Isidora miró hacia abajo su perfil. Las líneas duras de su rostro estaban en calma. En esa quietud particular, no era el hombre que la había amenazado y desestabilizado. Era simplemente un hombre cuidando a alguien que sufría.
La constatación la golpeó con un tipo diferente de pánico. Podía sentir sus muros emocionales ceder.
Abrió la boca. Este era el momento. Podía pedirle que rompiera su compromiso con Kevin. Podía pedirle que la dejara ir. Las palabras se ensamblaron con claridad en su mente.
Pero al ver su expresión —concentrada y completamente presente— se disolvieron.
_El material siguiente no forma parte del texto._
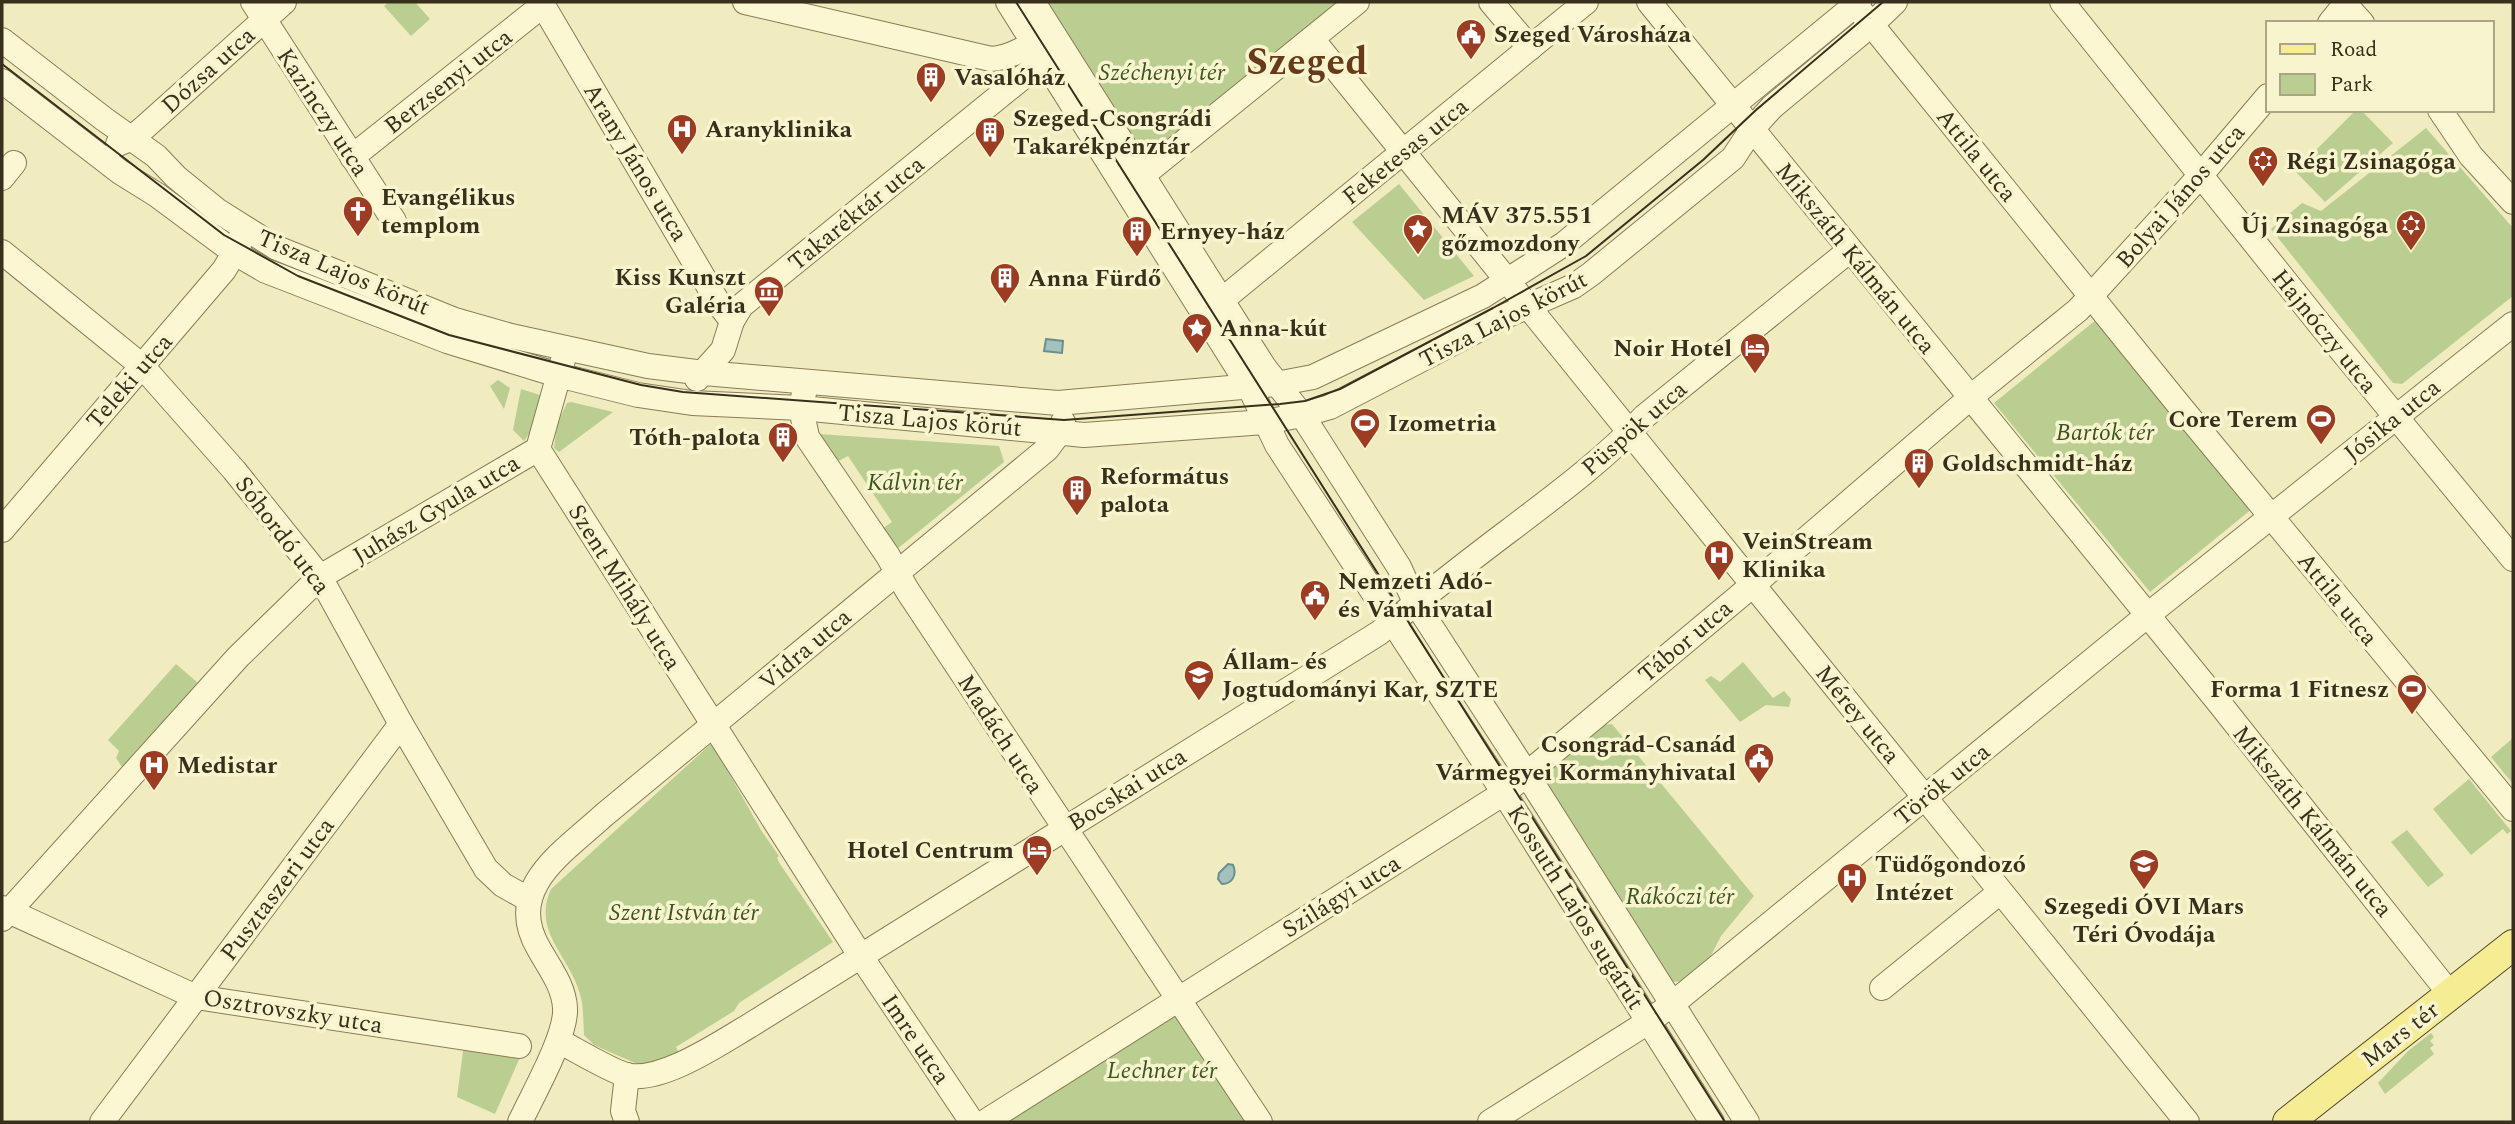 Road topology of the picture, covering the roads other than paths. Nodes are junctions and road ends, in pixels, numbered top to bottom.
1 (285, 2) edge
2 (745, 2) edge
3 (1007, 2) edge
4 (1033, 2) edge
5 (1357, 2) edge
6 (1492, 2) edge
7 (1586, 2) edge
8 (1649, 2) edge
9 (1895, 2) edge
10 (2062, 2) edge
11 (542, 4) edge
12 (2341, 8) edge
13 (1860, 10) edge
14 (259, 11) edge
15 (2359, 21) edge
16 (1312, 39) junction
17 (2, 40) edge
18 (1047, 45) junction
19 (1531, 48) junction
20 (991, 59) junction
21 (2, 81) edge
22 (1000, 96) junction
23 (2266, 98) edge
24 (2441, 112) edge
25 (1743, 117) junction
26 (74, 135) junction
27 (132, 138) junction
28 (1404, 152) junction
29 (352, 157) junction
30 (2200, 176) junction
31 (1135, 182) junction
32 (2513, 202) edge
33 (394, 221) dead end
34 (237, 224) junction
35 (1850, 250) junction
36 (2, 252) edge
37 (235, 253) junction
38 (1509, 280) junction
39 (2091, 296) junction
40 (1212, 306) junction
41 (1529, 306) junction
42 (2513, 324) edge
43 (730, 331) junction
44 (566, 347) junction
45 (142, 366) junction
46 (704, 373) junction
47 (558, 376) junction
48 (756, 378) junction
49 (815, 383) junction
50 (1276, 384) junction
51 (1249, 386) junction
52 (1970, 398) junction
53 (668, 399) junction
54 (1071, 402) junction
55 (733, 404) junction
56 (801, 408) junction
57 (1302, 415) junction
58 (2396, 418) junction
59 (1265, 422) junction
60 (1630, 432) junction
61 (1059, 433) junction
62 (538, 449) junction
63 (2271, 517) junction
64 (2, 530) edge
65 (2513, 559) edge
66 (897, 573) junction
67 (320, 577) junction
68 (1754, 584) junction
69 (1415, 602) junction
70 (2148, 616) junction
71 (1394, 622) junction
72 (401, 724) junction
73 (712, 726) junction
74 (1527, 773) junction
75 (1504, 793) junction
76 (1924, 797) junction
77 (2513, 809) edge
78 (1063, 829) junction
79 (2000, 892) junction
80 (528, 899) junction
81 (4, 913) edge
82 (2513, 945) edge
83 (860, 955) junction
84 (1882, 988) dead end
85 (2450, 994) junction
86 (196, 997) junction
87 (1178, 998) junction
88 (1671, 1005) junction
89 (1648, 1022) junction
90 (559, 1041) junction
91 (519, 1046) dead end
92 (626, 1075) junction
93 (102, 1122) edge
94 (520, 1122) edge
95 (627, 1122) edge
96 (972, 1122) edge
97 (985, 1122) edge
98 (1260, 1122) edge
99 (1490, 1122) edge
100 (1712, 1122) edge
101 (1747, 1122) edge
102 (2187, 1122) edge
103 (2288, 1122) edge

1 - 14 street, Dózsa utca
2 - 20 street
3 - 18 street
4 - 18 street
5 - 16 street
6 - 19 street
7 - 19 street, Feketesas utca
8 - 25 street, Mikszáth Kálmán utca
9 - 13 street, Tisza Lajos körút
10 - 30 street, Hajnóczy utca
11 - 29 street, Berzsenyi utca
11 - 43 street, Arany János utca
12 - 15 street
13 - 25 street, Tisza Lajos körút
13 - 39 street, Attila utca
14 - 27 street, Dózsa utca
14 - 29 street, Kazinczy utca
16 - 28 street, Mérey utca
16 - 31 street
17 - 27 street, Tisza Lajos körút
18 - 20 street
18 - 22 street, Takaréktár utca
18 - 31 street
19 - 28 street, Feketesas utca
20 - 22 street
21 - 26 street, Tisza Lajos körút
22 - 43 street, Takaréktár utca
23 - 30 street, Bolyai János utca
24 - 32 street
25 - 35 street, Mikszáth Kálmán utca
25 - 38 street, Tisza Lajos körút
25 - 41 street, Tisza Lajos körút
26 - 27 street
26 - 37 street, Tisza Lajos körút
27 - 34 street, Tisza Lajos körút
28 - 38 street, Mérey utca
28 - 40 street, Feketesas utca
29 - 33 street, Kazinczy utca
30 - 39 street, Bolyai János utca
30 - 58 street, Hajnóczy utca
31 - 40 street
34 - 37 street
34 - 44 street, Tisza Lajos körút
35 - 52 street, Mikszáth Kálmán utca
35 - 60 street, Püspök utca
36 - 45 street, Sóhordó utca
37 - 45 street, Teleki utca
37 - 47 street, Tisza Lajos körút
38 - 41 street, Mérey utca
38 - 50 street, Tisza Lajos körút
39 - 52 street
39 - 63 street
40 - 50 street, Kossuth Lajos sugárút
40 - 51 street, Kossuth Lajos sugárút
41 - 57 street, Tisza Lajos körút
41 - 60 street, Mérey utca
42 - 58 street, Jósika utca
43 - 46 street, Takaréktár utca
43 - 48 street
44 - 46 street, Tisza Lajos körút
44 - 47 street, Juhász Gyula utca
45 - 64 street, Teleki utca
45 - 67 street, Sóhordó utca
46 - 48 street, Tisza Lajos körút
46 - 53 street
46 - 55 street
47 - 53 street, Tisza Lajos körút
47 - 62 street, Juhász Gyula utca
48 - 49 street, Tisza Lajos körút
48 - 56 street, Tisza Lajos körút
49 - 54 street, Tisza Lajos körút
49 - 56 street, Tisza Lajos körút
50 - 51 street, Tisza Lajos körút
50 - 57 street, Kossuth Lajos sugárút
51 - 54 street, Tisza Lajos körút
51 - 59 street, Kossuth Lajos sugárút
52 - 68 street, Tábor utca
52 - 70 street
53 - 55 street, Tisza Lajos körút
54 - 61 street
55 - 56 street, Tisza Lajos körút
56 - 61 street, Tisza Lajos körút
56 - 66 street
57 - 59 street, Tisza Lajos körút
57 - 69 street, Kossuth Lajos sugárút
58 - 63 street, Jósika utca
58 - 65 street, Hajnóczy utca
59 - 61 street, Tisza Lajos körút
59 - 71 street, Kossuth Lajos sugárút
60 - 68 street, Mérey utca
60 - 69 street, Püspök utca
61 - 66 street
62 - 67 street, Juhász Gyula utca
62 - 73 street, Szent Mihály utca
63 - 70 street
63 - 77 street, Attila utca
66 - 73 street, Vidra utca
66 - 78 street, Madách utca
67 - 72 street, Sóhordó utca
67 - 81 street, Juhász Gyula utca
68 - 74 street, Tábor utca
68 - 76 street, Mérey utca
69 - 71 street
69 - 74 street, Kossuth Lajos sugárút
70 - 76 street, Török utca
70 - 85 street, Mikszáth Kálmán utca
71 - 75 street, Kossuth Lajos sugárút
71 - 78 street, Bocskai utca
72 - 80 street, Sóhordó utca
72 - 86 street, Pusztaszeri utca
73 - 80 street
73 - 83 street
74 - 75 street, Kossuth Lajos sugárút
74 - 88 street, Kossuth Lajos sugárút
75 - 87 street, Szilágyi utca
75 - 89 street, Kossuth Lajos sugárút
76 - 79 street, Mérey utca
76 - 88 street, Török utca
78 - 83 street, Bocskai utca
78 - 87 street, Madách utca
79 - 84 street
79 - 102 street, Mérey utca
80 - 90 street
81 - 86 street, Osztrovszky utca
82 - 85 main road, Mars tér
83 - 92 street
83 - 96 street, Imre utca
85 - 103 main road, Mars tér
86 - 91 street, Osztrovszky utca
86 - 93 street, Pusztaszeri utca
87 - 97 street
87 - 98 street
88 - 89 street, Kossuth Lajos sugárút
88 - 101 street, Kossuth Lajos sugárút
89 - 99 street
89 - 100 street, Kossuth Lajos sugárút
90 - 92 street
90 - 94 street
92 - 95 street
No quería destrozar lo que fuera que se había instalado entre ellos, por frágil que fuera.
Cerró la boca, dejó caer la cabeza sobre las almohadas y se rindió al calor de su mano que la arrastraba hacia un sueño profundo y sin dolor.
Cedrick esperó hasta que su respiración se regularizó por completo. Luego retiró la mano, se puso de pie y fue a la ventana francesa. Encendió un puro y miró la noche, su expresión regresando a algo frío e indescifrable.
Había perdido el control esta noche. Se había invertido demasiado en una mujer que, sobre el papel, era la prometida de su sobrino. Por el bien de la dignidad de la familia Garrison —y la propia— no volvería a suceder.
Cuando Isidora abrió los ojos, el cuarto estaba lleno de luz matutina brillante.